The Bio-Psycho-Social Pain Management Model
The bio-psycho-social model of pain illustrates how complex the pain experience is. Dr. Kim says, “Pain is a physical experience that may result from direct trauma to the body, and/or from psychological stress or trauma. Not every person feels injuries and trauma the same way.”
Example: Psychologically, if a person sustained a paper cut while holding a winning lottery ticket, their pain would be experienced differently than if they sustained the same paper cut while holding an overdue bill.
A person’s surroundings may also play a role in how they experience pain. “Socially, a teenager may experience pain differently when with his friends vs. at home,” he says.
To treat pain, Dr. Kim says the goal is to “assess and address all of these different areas in order to make the biggest impact.”
An Interdisciplinary Approach to Pediatric Pain
For children and adolescents with chronic conditions, Dr. Kim works closely with a team of clinical psychologists, including Dr. Rosales, and physical and occupational therapists to address a patient’s pain. Together, each interdisciplinary role within the treatment represents the bio-psycho-social model of pain management.
“Each team member uses his or her area of expertise to affect the patient in different, but highly complementary ways to improve their functioning,” Dr. Rosales says. Example: Dr. Kim’s treatment may focus on pharmacological approaches to alleviate pain, enabling patients to tolerate physical and occupational therapies. In turn, occupational and physical therapists work more effectively on restoring function and strength within the targeted areas.

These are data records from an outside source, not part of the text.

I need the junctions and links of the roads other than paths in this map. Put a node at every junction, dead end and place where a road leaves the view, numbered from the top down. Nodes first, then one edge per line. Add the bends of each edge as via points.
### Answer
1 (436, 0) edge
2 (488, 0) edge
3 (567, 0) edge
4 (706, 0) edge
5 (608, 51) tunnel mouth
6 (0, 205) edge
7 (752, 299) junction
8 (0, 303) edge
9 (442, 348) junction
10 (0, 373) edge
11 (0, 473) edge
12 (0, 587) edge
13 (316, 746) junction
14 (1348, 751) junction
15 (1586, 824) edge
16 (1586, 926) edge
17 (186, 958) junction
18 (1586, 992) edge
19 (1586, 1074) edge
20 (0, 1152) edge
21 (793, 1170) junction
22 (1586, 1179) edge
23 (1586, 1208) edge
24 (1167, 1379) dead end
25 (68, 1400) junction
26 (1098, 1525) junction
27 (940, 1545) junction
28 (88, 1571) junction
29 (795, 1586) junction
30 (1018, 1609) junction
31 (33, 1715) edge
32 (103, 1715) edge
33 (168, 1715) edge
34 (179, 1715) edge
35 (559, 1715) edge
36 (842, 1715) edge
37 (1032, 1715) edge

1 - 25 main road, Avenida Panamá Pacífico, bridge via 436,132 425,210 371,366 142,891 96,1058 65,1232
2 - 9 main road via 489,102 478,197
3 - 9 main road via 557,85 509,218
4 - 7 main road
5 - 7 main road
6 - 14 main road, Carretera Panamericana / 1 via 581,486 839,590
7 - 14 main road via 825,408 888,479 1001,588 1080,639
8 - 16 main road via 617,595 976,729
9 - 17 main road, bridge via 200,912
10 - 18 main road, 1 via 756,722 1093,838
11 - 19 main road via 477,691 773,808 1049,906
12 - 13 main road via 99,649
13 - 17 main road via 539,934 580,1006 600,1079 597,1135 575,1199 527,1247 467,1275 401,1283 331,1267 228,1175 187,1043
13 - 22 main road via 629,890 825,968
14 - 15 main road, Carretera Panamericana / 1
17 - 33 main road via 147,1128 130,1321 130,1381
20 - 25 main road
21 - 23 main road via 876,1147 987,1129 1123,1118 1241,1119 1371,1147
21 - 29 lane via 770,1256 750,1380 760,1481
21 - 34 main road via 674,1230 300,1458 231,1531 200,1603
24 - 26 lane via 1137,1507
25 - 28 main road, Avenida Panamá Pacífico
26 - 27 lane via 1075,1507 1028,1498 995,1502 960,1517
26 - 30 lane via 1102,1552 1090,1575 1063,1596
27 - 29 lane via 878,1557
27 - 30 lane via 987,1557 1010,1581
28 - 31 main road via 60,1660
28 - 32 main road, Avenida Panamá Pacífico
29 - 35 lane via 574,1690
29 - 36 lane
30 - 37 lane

“Psychologists aim to identify and address psychosocial factors that can worsen pain severity and daily functioning, such as chronic stress or trauma, social anxiety and depression,” Dr. Rosales says. “It is important to recognize that the coordination of these disciplines is key to treatment success.”
Care conferences are one important collaborative strategy Dr. Kim, Dr. Rosales and their team members apply to treat pediatric pain through this model. A care conference provides a way for all team members to come together and openly discuss a patient’s progress, areas of improvement and concerns. This meeting helps create an individualized program plan for the patient that will set them up for success, Dr. Rosales notes.
“Take a patient who reports no discomfort to a physical therapist because they may fear they are perceived as weak or non-compliant. But [that patient] may then report to the physician or psychologist that they are in fact experiencing pain. Similarly, the physical therapist may see that the patient is struggling in a particular area that may prompt different management by the physician or psychologist,” she says.
Carina Stanton is a freelance science journalist based in Denver.
- Gatchel RJ, Howard KJ. The biopsychosocial approach. Practical Pain Management. 2018 Apr;8(4).
- Schanberg LE, Anthony KK, Gil KM, et al. Daily pain and symptoms in children with polyarticular arthritis. Arthritis Rheum. 2003 May;48(5):1390–1397.
Eugene Kim, MD, Alvina Rosales, PhD, and occupational therapist Talitha Cox are sharing their perspectives on the interdisciplinary roles of the physician, psychologist and occupational therapist in applying the bio-psycho-social model for pain management during the 2019 ACR/ARP Annual Meeting, Nov. 8–13.